Bei dem in Leipzig ansässigen 5. Strafsenat des Bundesgerichtshofs ist die Revision einer 98 Jahre alten ehemaligen Zivilangestellten der SS anhängig, die sich gegen ihre Verurteilung durch das Landgericht Itzehoe wegen Beihilfe zum Mord in 10.505 Fällen und versuchtem Mord in fünf Fällen zu einer zur Bewährung ausgesetzten Jugendstrafe von zwei Jahren wendet. Der Generalbundesanwalt hat beantragt, einen Termin zur Revisionshauptverhandlung zu bestimmen, weil die Revision der Angeklagten grundsätzliche Fragen zur Strafbarkeit wegen Beihilfe zum Mord durch die Dienstverrichtung in einem Konzentrationslager, das nicht zugleich ein reines “Vernichtungslager” gewesen sei, aufwerfe (siehe Pressemitteilung Nr. 18/2024). 

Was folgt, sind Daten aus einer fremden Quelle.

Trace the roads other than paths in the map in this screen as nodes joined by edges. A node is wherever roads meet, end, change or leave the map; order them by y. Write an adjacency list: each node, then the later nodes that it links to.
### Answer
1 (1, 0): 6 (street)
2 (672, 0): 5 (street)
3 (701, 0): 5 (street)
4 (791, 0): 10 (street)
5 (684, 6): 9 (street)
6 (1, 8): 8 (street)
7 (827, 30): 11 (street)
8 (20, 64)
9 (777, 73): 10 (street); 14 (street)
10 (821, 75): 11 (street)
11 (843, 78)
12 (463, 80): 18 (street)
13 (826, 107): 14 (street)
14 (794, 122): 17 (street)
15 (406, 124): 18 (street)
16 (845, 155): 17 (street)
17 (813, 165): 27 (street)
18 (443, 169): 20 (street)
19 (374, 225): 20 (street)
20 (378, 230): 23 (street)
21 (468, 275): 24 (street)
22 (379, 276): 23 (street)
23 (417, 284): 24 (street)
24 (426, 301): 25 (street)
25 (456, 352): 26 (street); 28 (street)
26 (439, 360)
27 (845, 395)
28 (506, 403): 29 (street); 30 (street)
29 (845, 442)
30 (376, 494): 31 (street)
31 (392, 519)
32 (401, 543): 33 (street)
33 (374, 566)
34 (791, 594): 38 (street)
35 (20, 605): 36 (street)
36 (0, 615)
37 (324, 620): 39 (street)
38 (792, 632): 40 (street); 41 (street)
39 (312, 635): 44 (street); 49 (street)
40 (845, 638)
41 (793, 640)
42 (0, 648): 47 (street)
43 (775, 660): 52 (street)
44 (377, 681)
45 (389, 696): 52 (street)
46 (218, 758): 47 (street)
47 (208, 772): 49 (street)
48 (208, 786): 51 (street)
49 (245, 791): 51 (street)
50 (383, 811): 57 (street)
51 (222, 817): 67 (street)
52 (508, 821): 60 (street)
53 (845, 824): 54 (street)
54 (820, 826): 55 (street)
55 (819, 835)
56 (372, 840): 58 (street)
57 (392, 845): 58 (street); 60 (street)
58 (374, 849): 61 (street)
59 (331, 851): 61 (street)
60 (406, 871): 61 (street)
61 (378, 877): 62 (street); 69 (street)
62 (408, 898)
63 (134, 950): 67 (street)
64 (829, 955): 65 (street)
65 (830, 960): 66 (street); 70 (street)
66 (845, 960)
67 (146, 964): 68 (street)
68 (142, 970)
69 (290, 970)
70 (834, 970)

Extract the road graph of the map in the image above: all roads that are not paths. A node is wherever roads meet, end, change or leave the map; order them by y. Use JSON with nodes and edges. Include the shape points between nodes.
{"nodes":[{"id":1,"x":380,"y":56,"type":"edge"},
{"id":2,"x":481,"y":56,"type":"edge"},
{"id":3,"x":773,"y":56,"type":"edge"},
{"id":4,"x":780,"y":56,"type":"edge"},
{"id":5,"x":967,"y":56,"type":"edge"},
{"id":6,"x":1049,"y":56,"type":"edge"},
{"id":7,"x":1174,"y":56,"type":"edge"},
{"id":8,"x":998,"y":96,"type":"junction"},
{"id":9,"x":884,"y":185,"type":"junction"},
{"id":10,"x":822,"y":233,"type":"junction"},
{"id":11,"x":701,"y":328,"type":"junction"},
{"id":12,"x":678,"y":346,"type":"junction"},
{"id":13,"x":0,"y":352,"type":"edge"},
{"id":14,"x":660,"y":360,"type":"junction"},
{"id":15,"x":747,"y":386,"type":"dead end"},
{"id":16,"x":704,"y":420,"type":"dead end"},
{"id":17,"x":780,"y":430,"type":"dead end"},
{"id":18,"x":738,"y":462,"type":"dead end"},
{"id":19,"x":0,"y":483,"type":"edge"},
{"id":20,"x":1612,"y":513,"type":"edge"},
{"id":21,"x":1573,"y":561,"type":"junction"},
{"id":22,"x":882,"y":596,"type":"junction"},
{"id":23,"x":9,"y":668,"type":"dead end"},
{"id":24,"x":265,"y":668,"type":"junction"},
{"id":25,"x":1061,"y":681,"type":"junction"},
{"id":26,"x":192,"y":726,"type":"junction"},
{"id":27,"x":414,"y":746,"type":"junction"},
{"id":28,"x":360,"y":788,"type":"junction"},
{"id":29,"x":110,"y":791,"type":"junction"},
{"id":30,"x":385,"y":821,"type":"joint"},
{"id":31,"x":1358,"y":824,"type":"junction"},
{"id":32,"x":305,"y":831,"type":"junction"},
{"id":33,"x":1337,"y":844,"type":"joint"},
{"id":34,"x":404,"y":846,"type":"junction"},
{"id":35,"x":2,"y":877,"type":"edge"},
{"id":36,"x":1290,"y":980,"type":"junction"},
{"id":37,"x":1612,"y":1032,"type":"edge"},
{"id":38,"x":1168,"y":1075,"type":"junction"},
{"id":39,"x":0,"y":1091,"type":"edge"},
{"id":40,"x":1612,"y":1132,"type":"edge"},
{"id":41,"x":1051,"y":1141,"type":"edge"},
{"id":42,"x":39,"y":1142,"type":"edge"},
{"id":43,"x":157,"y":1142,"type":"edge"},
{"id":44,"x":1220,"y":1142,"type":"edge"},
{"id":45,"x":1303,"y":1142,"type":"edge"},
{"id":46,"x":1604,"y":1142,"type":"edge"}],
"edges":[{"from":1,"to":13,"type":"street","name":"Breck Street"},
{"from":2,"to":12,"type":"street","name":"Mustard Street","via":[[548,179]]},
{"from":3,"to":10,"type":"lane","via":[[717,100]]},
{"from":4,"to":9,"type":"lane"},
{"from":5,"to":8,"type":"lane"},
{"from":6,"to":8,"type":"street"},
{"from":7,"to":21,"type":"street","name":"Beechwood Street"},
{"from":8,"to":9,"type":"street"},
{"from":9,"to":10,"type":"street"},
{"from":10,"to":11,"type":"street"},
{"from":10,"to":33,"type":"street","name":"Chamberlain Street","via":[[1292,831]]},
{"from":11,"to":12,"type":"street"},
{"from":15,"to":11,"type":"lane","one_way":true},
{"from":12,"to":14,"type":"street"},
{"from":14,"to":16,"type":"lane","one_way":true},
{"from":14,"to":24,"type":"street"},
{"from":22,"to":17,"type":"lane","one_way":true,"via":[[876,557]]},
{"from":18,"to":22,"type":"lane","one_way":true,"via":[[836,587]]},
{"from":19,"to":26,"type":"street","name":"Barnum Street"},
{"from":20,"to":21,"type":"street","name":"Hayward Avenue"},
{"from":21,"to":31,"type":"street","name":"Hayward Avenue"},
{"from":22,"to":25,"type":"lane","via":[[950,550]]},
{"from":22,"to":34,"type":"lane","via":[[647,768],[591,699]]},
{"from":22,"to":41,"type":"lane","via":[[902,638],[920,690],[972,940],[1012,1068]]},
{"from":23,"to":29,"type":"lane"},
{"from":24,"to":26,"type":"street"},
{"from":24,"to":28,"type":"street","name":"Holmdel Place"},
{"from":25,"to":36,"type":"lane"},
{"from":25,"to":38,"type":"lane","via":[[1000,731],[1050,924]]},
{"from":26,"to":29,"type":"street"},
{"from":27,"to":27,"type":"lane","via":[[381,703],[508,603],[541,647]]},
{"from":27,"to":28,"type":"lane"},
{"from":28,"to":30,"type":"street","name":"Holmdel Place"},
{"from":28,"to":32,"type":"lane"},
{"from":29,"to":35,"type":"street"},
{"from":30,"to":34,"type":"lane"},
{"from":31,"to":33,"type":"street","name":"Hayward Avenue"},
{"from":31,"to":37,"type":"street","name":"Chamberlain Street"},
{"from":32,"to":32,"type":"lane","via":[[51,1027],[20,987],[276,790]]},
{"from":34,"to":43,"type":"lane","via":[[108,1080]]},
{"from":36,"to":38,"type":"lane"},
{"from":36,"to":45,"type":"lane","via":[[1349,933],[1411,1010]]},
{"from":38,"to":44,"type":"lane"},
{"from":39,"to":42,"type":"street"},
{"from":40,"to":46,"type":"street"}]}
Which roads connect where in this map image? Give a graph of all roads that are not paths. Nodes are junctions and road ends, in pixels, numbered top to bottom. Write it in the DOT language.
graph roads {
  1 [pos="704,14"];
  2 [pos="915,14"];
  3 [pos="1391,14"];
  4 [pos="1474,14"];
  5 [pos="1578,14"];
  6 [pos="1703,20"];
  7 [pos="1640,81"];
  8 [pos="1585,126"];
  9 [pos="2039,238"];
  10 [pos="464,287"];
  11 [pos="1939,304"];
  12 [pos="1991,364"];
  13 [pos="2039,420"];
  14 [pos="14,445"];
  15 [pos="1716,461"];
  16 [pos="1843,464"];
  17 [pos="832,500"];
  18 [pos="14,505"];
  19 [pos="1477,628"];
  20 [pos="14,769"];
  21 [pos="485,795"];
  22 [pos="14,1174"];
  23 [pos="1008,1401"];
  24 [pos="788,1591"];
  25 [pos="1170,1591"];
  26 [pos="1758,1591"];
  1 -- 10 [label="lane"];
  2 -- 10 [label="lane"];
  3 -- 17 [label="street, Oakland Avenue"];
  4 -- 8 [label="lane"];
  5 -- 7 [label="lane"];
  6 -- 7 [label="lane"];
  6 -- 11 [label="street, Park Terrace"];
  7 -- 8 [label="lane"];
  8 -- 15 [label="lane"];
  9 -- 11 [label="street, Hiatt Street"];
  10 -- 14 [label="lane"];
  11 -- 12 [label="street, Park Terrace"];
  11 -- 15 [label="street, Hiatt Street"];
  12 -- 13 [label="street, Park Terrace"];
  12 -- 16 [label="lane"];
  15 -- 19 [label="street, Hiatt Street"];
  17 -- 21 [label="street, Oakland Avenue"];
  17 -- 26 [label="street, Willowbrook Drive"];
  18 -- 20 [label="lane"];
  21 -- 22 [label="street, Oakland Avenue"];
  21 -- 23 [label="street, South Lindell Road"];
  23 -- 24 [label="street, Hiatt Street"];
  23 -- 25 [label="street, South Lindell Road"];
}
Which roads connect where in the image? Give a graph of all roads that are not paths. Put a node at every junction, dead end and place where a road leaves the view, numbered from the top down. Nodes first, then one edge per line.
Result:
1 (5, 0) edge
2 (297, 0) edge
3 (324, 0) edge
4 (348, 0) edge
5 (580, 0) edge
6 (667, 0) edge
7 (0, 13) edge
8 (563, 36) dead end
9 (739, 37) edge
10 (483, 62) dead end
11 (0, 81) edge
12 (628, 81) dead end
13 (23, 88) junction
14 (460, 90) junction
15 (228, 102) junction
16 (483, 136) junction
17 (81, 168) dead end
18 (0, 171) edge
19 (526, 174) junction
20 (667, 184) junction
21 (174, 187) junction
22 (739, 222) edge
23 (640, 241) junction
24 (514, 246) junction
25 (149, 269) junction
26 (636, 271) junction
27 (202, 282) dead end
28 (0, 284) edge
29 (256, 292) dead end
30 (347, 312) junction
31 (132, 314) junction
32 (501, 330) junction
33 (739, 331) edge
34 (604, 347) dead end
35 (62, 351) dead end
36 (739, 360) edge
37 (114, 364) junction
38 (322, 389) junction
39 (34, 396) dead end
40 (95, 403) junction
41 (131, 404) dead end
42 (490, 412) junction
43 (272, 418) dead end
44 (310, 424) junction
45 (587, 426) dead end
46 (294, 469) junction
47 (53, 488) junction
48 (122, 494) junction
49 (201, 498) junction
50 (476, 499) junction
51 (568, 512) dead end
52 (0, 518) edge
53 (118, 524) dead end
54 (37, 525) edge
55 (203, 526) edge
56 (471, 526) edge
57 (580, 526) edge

Der Bundesgerichtshof wird am 31. Juli 2024, 10.00 Uhr, im Großen Sitzungssaal des Reichsgerichtsgebäudes (Sitz des Bundesverwaltungsgerichts) in Leipzig, Simsonplatz 1, über das Rechtsmittel der Angeklagten verhandeln. Eine Entscheidung soll entweder am 6. oder am 20. August 2024, 10 Uhr, am selben Ort verkündet werden. 

Vorinstanz:

LG Itzehoe – Urteil vom 20. Dezember 2022 – 3 KLs 315 Js 15865/16 jug.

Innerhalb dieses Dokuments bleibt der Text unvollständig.